**Data for the task:**

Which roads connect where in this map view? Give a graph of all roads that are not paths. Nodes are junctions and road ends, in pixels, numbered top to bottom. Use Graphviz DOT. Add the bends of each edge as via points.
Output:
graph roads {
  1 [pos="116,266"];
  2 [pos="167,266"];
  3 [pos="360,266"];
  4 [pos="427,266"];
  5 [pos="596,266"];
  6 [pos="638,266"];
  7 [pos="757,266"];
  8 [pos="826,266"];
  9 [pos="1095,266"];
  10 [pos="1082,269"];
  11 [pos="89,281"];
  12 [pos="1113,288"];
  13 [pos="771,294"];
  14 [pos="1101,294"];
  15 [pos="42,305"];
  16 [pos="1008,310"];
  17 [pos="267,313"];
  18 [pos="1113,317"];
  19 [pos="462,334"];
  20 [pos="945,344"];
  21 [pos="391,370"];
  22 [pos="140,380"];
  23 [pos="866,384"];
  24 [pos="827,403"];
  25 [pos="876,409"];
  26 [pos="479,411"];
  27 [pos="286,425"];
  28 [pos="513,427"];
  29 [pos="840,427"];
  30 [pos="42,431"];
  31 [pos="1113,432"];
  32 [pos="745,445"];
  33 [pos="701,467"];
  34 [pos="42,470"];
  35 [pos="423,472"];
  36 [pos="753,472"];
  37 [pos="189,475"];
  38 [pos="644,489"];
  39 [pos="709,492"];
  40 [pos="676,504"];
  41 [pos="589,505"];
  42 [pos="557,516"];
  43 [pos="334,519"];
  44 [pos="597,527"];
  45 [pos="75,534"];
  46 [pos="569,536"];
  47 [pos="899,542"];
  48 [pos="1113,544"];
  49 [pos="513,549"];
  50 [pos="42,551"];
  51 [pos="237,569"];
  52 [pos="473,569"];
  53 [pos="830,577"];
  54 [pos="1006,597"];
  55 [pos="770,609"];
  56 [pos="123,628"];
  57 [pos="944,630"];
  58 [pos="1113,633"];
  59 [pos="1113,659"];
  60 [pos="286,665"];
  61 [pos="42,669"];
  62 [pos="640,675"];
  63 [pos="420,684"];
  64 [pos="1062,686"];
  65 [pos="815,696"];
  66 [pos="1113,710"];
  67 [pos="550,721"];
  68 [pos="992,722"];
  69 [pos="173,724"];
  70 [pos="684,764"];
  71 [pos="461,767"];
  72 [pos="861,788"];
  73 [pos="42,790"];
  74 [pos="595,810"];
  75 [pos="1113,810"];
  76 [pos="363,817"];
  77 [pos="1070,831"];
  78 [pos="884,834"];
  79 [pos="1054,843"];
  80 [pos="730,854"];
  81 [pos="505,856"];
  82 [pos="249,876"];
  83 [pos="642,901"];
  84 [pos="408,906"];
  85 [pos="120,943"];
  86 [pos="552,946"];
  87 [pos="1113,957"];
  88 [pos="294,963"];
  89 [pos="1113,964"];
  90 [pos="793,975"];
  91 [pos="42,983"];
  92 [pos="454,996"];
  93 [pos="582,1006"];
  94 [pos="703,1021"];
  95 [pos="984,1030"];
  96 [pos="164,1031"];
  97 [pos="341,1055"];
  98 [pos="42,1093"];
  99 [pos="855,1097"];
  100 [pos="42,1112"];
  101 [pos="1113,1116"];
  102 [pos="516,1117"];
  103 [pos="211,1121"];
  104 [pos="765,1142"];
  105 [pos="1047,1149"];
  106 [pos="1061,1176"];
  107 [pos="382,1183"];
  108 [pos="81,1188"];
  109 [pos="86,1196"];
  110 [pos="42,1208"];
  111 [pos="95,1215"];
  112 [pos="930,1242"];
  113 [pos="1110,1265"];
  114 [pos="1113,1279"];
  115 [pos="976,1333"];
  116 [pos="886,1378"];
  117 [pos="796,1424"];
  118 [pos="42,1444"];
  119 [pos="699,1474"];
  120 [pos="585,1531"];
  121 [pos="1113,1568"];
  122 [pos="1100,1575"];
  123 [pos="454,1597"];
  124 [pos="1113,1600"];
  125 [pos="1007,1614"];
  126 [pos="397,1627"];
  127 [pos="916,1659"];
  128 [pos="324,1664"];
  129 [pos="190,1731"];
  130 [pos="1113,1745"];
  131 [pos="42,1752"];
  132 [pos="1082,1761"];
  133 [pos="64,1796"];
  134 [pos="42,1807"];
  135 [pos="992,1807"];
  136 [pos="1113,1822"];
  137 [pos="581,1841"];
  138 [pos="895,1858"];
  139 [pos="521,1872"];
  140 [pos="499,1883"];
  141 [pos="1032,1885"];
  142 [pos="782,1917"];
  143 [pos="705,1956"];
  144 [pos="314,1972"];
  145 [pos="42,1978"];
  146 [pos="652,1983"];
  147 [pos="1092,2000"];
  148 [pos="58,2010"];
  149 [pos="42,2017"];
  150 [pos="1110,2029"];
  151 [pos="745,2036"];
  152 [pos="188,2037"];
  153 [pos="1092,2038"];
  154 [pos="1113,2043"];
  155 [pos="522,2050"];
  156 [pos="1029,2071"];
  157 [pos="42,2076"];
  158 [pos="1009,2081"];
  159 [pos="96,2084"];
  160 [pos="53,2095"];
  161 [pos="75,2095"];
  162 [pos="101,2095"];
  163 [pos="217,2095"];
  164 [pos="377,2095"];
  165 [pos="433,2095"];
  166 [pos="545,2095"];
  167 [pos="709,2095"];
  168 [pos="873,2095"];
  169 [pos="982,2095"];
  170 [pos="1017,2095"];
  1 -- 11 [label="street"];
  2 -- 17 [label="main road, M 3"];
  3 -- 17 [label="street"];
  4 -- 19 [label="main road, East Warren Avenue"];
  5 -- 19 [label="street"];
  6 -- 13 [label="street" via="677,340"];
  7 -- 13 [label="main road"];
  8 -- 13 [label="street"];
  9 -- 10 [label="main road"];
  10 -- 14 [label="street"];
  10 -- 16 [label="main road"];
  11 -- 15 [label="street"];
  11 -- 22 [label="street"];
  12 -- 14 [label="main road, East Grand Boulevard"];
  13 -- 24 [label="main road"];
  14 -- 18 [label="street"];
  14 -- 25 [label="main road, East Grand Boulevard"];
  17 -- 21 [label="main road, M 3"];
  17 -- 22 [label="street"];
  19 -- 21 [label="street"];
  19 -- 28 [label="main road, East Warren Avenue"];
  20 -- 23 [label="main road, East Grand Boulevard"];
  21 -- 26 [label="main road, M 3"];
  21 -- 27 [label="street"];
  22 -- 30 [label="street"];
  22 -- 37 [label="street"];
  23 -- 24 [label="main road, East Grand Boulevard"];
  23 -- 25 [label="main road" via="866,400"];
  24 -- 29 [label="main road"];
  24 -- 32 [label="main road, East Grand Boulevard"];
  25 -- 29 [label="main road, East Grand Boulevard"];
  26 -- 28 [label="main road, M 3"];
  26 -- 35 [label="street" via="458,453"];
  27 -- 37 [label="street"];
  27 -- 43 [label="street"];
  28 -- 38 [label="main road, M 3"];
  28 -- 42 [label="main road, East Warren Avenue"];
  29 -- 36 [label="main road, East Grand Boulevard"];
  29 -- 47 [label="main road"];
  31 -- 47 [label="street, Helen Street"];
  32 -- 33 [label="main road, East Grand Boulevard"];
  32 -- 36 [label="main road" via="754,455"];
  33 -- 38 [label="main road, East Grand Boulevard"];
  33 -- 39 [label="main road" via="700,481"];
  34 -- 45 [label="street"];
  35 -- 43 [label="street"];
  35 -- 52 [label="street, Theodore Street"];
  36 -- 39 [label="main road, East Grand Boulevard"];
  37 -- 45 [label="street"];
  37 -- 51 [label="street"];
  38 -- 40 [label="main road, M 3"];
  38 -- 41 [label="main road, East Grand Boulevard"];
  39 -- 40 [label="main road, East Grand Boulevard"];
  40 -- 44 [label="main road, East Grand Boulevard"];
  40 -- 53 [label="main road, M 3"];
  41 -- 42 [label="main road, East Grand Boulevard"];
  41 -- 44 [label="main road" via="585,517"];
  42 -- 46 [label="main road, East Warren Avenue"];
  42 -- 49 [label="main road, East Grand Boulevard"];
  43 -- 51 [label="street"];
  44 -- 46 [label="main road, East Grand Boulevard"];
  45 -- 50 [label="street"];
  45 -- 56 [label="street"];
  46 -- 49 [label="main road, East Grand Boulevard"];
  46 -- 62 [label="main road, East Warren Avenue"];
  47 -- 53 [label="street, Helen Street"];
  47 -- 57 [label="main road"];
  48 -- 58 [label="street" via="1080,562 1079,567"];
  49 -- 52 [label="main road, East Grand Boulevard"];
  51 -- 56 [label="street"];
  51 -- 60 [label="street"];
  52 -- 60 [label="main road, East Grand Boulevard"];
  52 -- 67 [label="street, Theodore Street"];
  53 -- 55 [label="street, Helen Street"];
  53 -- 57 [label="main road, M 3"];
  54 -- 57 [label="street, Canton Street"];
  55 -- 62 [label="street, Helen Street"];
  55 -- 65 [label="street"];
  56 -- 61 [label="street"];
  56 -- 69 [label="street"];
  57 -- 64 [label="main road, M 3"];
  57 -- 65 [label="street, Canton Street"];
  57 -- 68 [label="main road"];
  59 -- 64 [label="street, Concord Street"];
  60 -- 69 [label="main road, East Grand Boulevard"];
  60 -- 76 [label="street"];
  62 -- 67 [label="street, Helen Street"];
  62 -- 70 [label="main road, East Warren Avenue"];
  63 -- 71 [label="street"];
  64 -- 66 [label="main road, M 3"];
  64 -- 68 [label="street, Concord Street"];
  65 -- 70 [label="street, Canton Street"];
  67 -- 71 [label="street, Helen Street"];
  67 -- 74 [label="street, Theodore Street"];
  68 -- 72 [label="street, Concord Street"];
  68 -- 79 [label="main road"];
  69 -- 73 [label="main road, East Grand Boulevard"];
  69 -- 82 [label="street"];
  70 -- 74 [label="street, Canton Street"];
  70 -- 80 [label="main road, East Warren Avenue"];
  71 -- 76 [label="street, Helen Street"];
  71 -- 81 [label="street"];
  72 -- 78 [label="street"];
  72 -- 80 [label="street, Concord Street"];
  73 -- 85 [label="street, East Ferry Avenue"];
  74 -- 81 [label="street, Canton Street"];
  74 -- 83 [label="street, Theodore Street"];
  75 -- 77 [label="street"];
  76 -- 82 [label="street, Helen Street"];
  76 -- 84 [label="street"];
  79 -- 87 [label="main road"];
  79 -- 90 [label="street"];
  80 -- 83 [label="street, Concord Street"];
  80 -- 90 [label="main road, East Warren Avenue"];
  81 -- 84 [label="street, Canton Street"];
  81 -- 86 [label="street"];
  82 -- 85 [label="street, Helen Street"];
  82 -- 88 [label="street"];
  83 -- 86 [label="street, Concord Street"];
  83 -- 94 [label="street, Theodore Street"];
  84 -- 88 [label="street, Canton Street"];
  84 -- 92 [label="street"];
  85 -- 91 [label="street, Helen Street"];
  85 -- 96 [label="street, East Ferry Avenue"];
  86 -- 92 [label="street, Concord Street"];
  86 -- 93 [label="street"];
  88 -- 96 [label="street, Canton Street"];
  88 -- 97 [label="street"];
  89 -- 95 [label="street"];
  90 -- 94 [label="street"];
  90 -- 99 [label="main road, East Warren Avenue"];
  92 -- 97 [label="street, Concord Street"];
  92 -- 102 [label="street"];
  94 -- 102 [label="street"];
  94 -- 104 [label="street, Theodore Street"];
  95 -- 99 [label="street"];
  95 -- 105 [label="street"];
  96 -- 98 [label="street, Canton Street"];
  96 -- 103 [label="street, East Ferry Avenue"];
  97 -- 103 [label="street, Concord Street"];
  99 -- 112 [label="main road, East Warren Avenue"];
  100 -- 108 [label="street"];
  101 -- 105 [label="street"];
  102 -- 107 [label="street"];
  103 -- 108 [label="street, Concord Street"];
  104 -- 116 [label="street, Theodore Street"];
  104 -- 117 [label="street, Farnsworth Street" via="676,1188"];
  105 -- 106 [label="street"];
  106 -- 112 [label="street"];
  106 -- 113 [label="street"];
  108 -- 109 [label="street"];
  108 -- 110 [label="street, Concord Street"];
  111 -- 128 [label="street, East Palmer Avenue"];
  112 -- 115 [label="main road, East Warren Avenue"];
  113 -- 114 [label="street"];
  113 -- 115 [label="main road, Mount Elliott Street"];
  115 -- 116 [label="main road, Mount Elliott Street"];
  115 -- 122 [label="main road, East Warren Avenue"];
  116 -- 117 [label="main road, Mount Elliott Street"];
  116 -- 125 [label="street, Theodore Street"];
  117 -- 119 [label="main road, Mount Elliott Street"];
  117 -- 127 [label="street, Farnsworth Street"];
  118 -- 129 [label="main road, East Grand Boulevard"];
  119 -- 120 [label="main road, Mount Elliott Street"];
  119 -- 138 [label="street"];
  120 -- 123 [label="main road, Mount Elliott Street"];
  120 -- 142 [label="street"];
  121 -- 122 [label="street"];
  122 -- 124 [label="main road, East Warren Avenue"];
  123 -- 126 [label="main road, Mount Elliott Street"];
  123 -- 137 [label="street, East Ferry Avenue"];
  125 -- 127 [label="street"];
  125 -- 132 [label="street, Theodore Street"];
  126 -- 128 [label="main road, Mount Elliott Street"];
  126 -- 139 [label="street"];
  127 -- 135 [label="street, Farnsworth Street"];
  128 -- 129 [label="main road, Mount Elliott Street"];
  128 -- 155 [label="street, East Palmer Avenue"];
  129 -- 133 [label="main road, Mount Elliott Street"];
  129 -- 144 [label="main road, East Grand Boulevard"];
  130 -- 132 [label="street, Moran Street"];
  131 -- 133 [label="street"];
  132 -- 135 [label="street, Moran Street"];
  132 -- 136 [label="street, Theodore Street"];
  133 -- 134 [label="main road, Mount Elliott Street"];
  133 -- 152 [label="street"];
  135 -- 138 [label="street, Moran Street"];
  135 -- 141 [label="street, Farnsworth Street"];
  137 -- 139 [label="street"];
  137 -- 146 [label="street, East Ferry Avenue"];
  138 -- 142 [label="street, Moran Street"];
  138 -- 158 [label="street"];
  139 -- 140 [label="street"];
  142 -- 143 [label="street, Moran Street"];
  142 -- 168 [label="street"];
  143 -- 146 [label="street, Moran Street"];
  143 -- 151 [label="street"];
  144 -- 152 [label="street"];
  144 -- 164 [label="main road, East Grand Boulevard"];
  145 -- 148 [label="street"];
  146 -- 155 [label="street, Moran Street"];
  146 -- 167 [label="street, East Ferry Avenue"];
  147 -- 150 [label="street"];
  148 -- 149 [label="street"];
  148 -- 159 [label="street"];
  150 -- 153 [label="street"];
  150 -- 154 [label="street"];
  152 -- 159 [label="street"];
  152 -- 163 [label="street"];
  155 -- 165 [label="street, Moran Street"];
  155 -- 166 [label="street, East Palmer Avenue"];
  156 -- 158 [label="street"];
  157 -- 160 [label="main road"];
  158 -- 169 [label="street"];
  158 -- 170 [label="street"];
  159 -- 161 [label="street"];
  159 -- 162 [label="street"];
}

**Task requirements:** What is needed is one number: how many lines of the records above contain the word "Mount".

**Solution to this problem:** 11